I'd like to start this week's column with a one-question quiz.
Put on your thinking caps, because this is really going to tax your brains.
Here it is: Have you ever felt frustrated?
Don't think too hard, now.
Chances are, you're staring at your newspaper or screen, wondering why I'm asking such a stupid question. That's OK. I got the same looks when I asked it during a church class I was teaching a few weeks ago.
I had just come off a rough week at work and home. I had spent days — literally full days — in meetings at work. While they were productive, they were sometimes frustrating, too. (Have you ever attended a work meeting that wasn't?)
I came home each day mentally exhausted, only to face extremely busy evenings full of chores, children's activities and church responsibilities — like preparing a lesson. These were all good things, but they were tiring.

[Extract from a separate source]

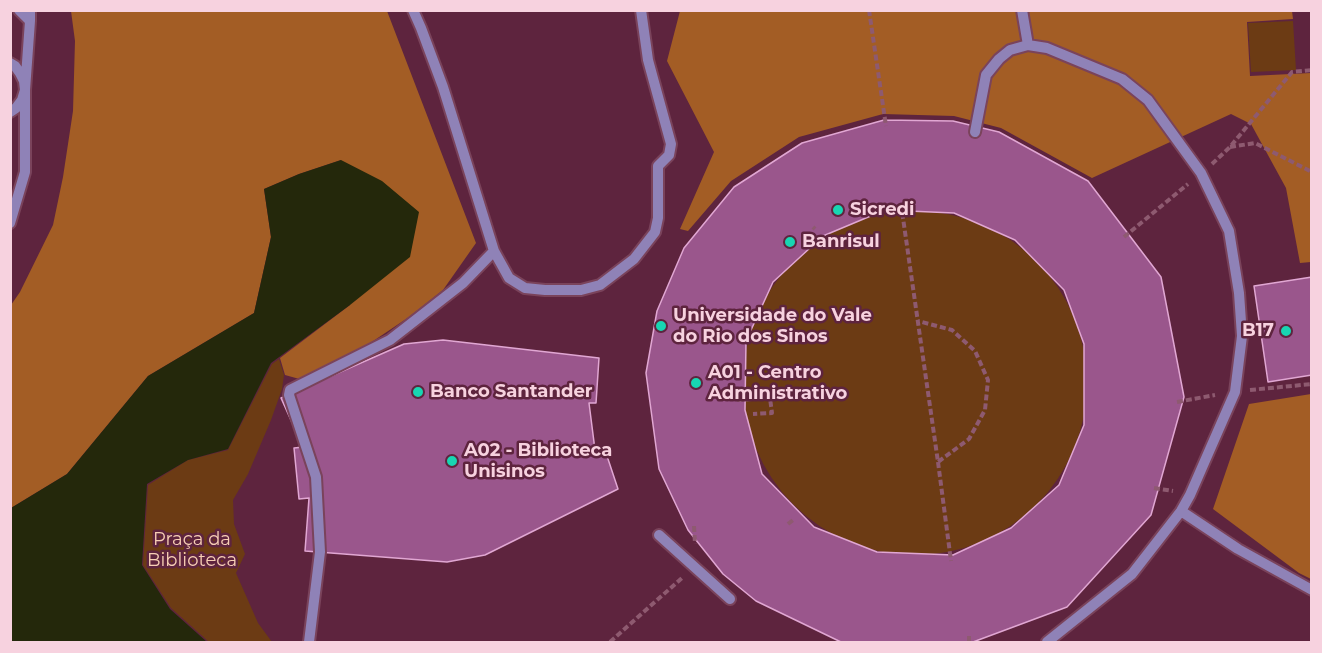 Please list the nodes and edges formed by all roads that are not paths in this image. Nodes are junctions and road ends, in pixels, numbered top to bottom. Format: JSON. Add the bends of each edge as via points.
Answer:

By the end of the week, I was fatigued and, yes, quite frustrated.
In an attempt to turn those emotional lemons into lemonade, I decided to focus my church lesson on frustration and how to deal with it. As I prepared — and, later, as I talked with the men in the class — I was reminded that I have a lot of work to do in this area.
Consider, again, that challenging week I had. I knew going into it that it would be a long one — I've established before that I'm no fan of meetings — so I was dreading it weeks in advance.

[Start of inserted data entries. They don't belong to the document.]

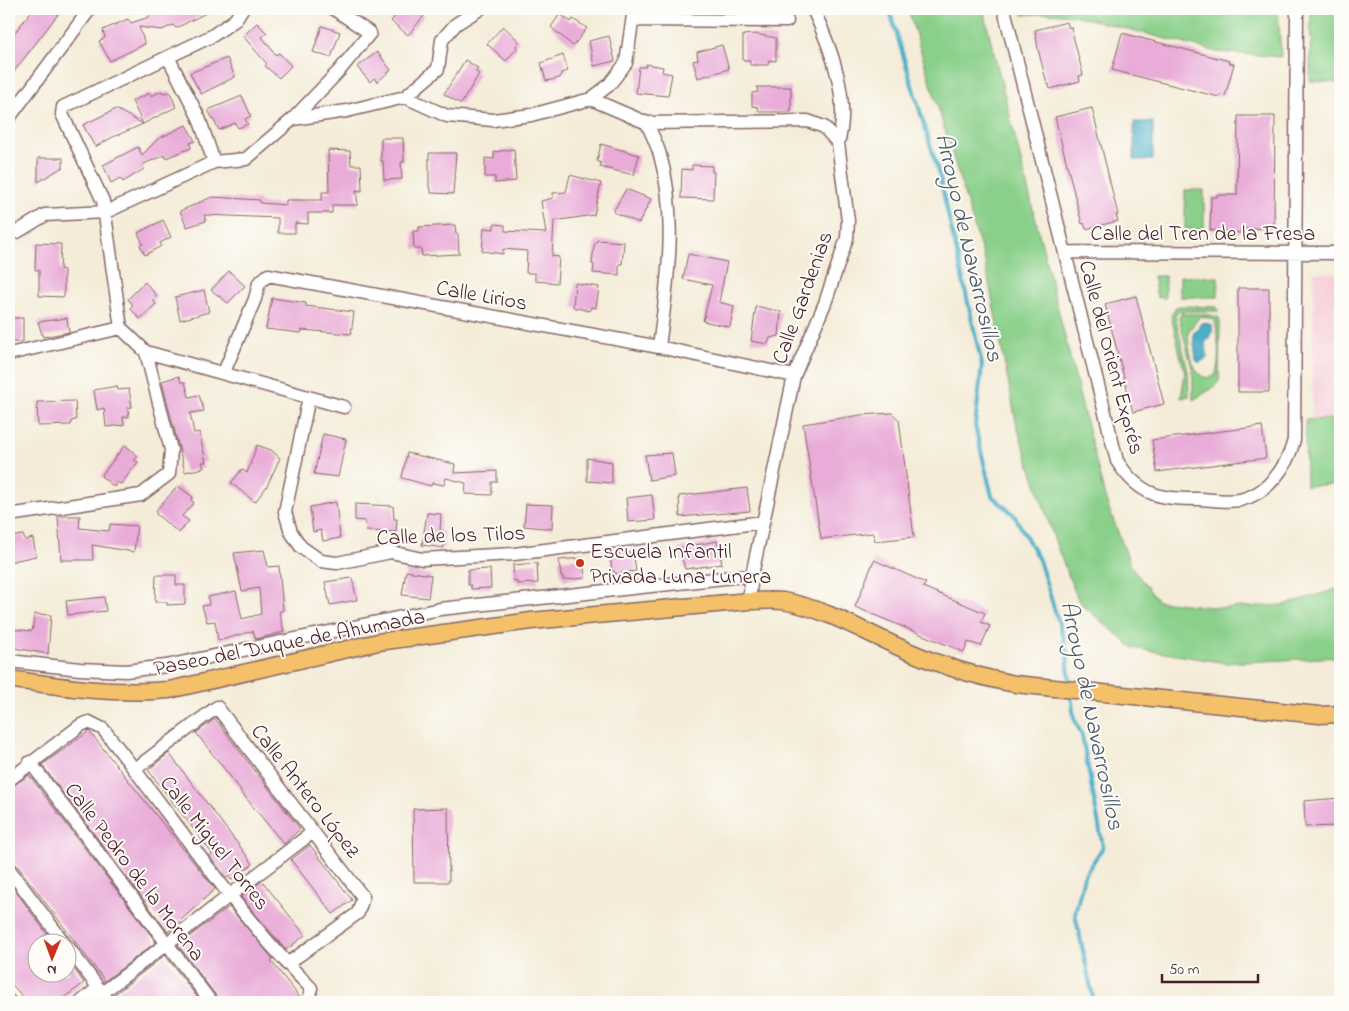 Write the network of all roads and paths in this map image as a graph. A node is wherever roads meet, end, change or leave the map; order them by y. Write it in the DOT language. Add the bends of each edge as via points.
graph roads {
  1 [pos="90,9"];
  2 [pos="242,9"];
  3 [pos="334,9"];
  4 [pos="480,9"];
  5 [pos="781,9"];
  6 [pos="813,9"];
  7 [pos="1004,9"];
  8 [pos="1297,9"];
  9 [pos="634,14"];
  10 [pos="168,57"];
  11 [pos="405,97"];
  12 [pos="591,99"];
  13 [pos="9,118"];
  14 [pos="293,119"];
  15 [pos="647,123"];
  16 [pos="838,144"];
  17 [pos="214,162"];
  18 [pos="106,212"];
  19 [pos="9,232"];
  20 [pos="1065,252"];
  21 [pos="1296,252"];
  22 [pos="1340,253"];
  23 [pos="121,328"];
  24 [pos="659,347"];
  25 [pos="146,352"];
  26 [pos="9,354"];
  27 [pos="224,372"];
  28 [pos="794,376"];
  29 [pos="309,397"];
  30 [pos="344,407"];
  31 [pos="9,514"];
  32 [pos="763,522"];
  33 [pos="752,575"];
  34 [pos="748,600"];
  35 [pos="9,661"];
  36 [pos="9,679"];
  37 [pos="1340,714"];
  38 [pos="30,762"];
  39 [pos="135,769"];
  40 [pos="9,780"];
  41 [pos="313,832"];
  42 [pos="9,869"];
  43 [pos="230,895"];
  44 [pos="58,934"];
  45 [pos="165,944"];
  46 [pos="78,960"];
  47 [pos="287,964"];
  48 [pos="103,994"];
  49 [pos="82,1002"];
  50 [pos="211,1002"];
  51 [pos="309,1002"];
  1 -- 13 [label="street"];
  2 -- 10 [label="street" via="235,20 212,36"];
  3 -- 14 [label="street" via="370,33"];
  4 -- 11 [label="street" via="456,24 442,40 438,69"];
  5 -- 9 [label="street" via="787,21"];
  6 -- 16 [label="street, Calle Gardenias" via="828,40 838,82 842,128"];
  7 -- 20 [label="street, Calle del Orient Exprés"];
  8 -- 21 [label="street, Calle del Orient Exprés"];
  9 -- 12 [label="street" via="626,63 610,85"];
  10 -- 17 [label="street" via="199,118"];
  10 -- 18 [label="street" via="63,106 62,114"];
  11 -- 12 [label="street" via="447,116 493,120 531,115"];
  11 -- 14 [label="street" via="347,112"];
  12 -- 15 [label="street"];
  14 -- 17 [label="street" via="246,159"];
  15 -- 16 [label="street" via="808,122 824,127"];
  15 -- 24 [label="street" via="660,155 668,209 670,262"];
  16 -- 28 [label="street, Calle Gardenias" via="848,222 846,238 825,303"];
  17 -- 18 [label="street"];
  18 -- 19 [label="street" via="45,215 16,232"];
  18 -- 23 [label="street"];
  20 -- 21 [label="street, Calle del Tren de la Fresa"];
  20 -- 21 [label="street, Calle del Orient Exprés" via="1117,460 1126,475 1149,494 1167,499 1238,500 1266,487 1282,471 1294,440"];
  21 -- 22 [label="street, Calle del Tren de la Fresa"];
  23 -- 25 [label="street"];
  23 -- 26 [label="street"];
  24 -- 27 [label="street, Calle Lirios" via="268,275 259,284"];
  24 -- 28 [label="street, Calle Lirios"];
  25 -- 27 [label="street"];
  25 -- 31 [label="street" via="171,450 169,474 140,495"];
  27 -- 29 [label="street"];
  28 -- 32 [label="street, Calle Gardenias"];
  29 -- 30 [label="street"];
  29 -- 32 [label="street, Calle de los Tilos" via="285,512 290,532 301,547 321,561 338,564 391,552 422,558 514,554"];
  32 -- 33 [label="street, Calle Gardenias"];
  33 -- 34 [label="street, Calle Gardenias"];
  33 -- 35 [label="street" via="440,609 136,670 80,669"];
  34 -- 36 [label="main road, Paseo del Duque de Ahumada" via="531,621 378,642 168,690 135,693 78,690"];
  34 -- 37 [label="main road, Paseo del Duque de Ahumada" via="781,601 808,607 970,675 1015,684 1319,715"];
  38 -- 39 [label="street, Calle Miguel Torres" via="89,722 103,729"];
  38 -- 40 [label="street"];
  38 -- 45 [label="street, Calle Pedro de la Morena"];
  39 -- 41 [label="street, Calle Antero López" via="217,707"];
  39 -- 43 [label="street, Calle Miguel Torres"];
  41 -- 43 [label="street"];
  41 -- 47 [label="street, Calle Antero López" via="363,897 358,914"];
  42 -- 44 [label="street"];
  43 -- 45 [label="street"];
  43 -- 47 [label="street, Calle Miguel Torres"];
  45 -- 48 [label="street"];
  45 -- 50 [label="street, Calle Pedro de la Morena"];
  46 -- 48 [label="street"];
  47 -- 51 [label="street, Calle Miguel Torres" via="311,988"];
  48 -- 49 [label="street"];
}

I mentioned to my wife and children more than a few times that we'd have to change our morning and afternoon schedules to accommodate some of the meetings. And I probably wasn't smiling as I said that.
In other words, I entered the week with a negative attitude, which greatly diminished my chances of getting through those long days free of frustration.
So what did that frustration cost me? First, I probably wasn't as engaged as I could have been during my meetings. I never tried to run them off the rails or anything, but I probably could have been a better participant. That was an opportunity missed.
Second, my negativity sapped me of energy. It's no coincidence that I'm more tired when I'm grouchy. I've always blamed the grouchiness on the exhaustion, but I think it really goes both ways.
Third, bringing those feelings of frustration home with me affected my wife and children. Have you noticed that, when you come home upset, it's not long before everyone else in the house is on edge, too? I'm sure I was not contributing to feelings of "love at home," as the song says, during my challenging week.
And fourth, my frustration cost me a chance to be a good example to my children. We're all going to have frustrating times in life. As parents, we need to demonstrate how we can overcome that frustration and not let it rule us.
I definitely failed in that task.
But as I pondered these things, I also decided that I'm not going to beat myself up about how I handled that week. After all, that would probably lead to guilt and — you guessed it — more frustration.
Instead, I've decided to turn over a new leaf. Rather than being the frustrated guy, from now on I'm going to make an effort to be a positive guy.
This will require major effort on my part, but I think it's important, so I'm going to do the work.
That means getting up every morning and imagining the good things that the day may bring rather than dreading the possible negatives.
It means counting my blessings — and I have so many — every day.
It means recognizing that things aren't always going to go my way, but that I can roll with life's punches and keep a smile on my face.
It means setting a better example for my friends and family — especially my children. I don't want them to remember me as the grumpy guy constantly muttering under his breath when faced with disappointments. I want them to recall my determination to overcome challenges with a spirit of positivity.
I'm just a handful of days into this change of mindset, and I freely admit that it's not easy. I'd give myself about a C-plus for my efforts so far. My natural tendencies toward negativity are strong, and I quickly slip into my old habits when feelings of frustration come along.
Fortunately, I'm surrounded by people who are patient with me, both at home and at work. I've got time to pull my grade higher, and I'm confident that I can.
In the meantime, I'd appreciate any suggestions or tips you may have to help me on this journey. Send them to me by email or leave a comment online, and I'll share them when I report back on this topic in a future column.
Maybe we'll all learn some things about overcoming frustration. And if more of us can move through life with positive attitudes, well, that can only be a good thing.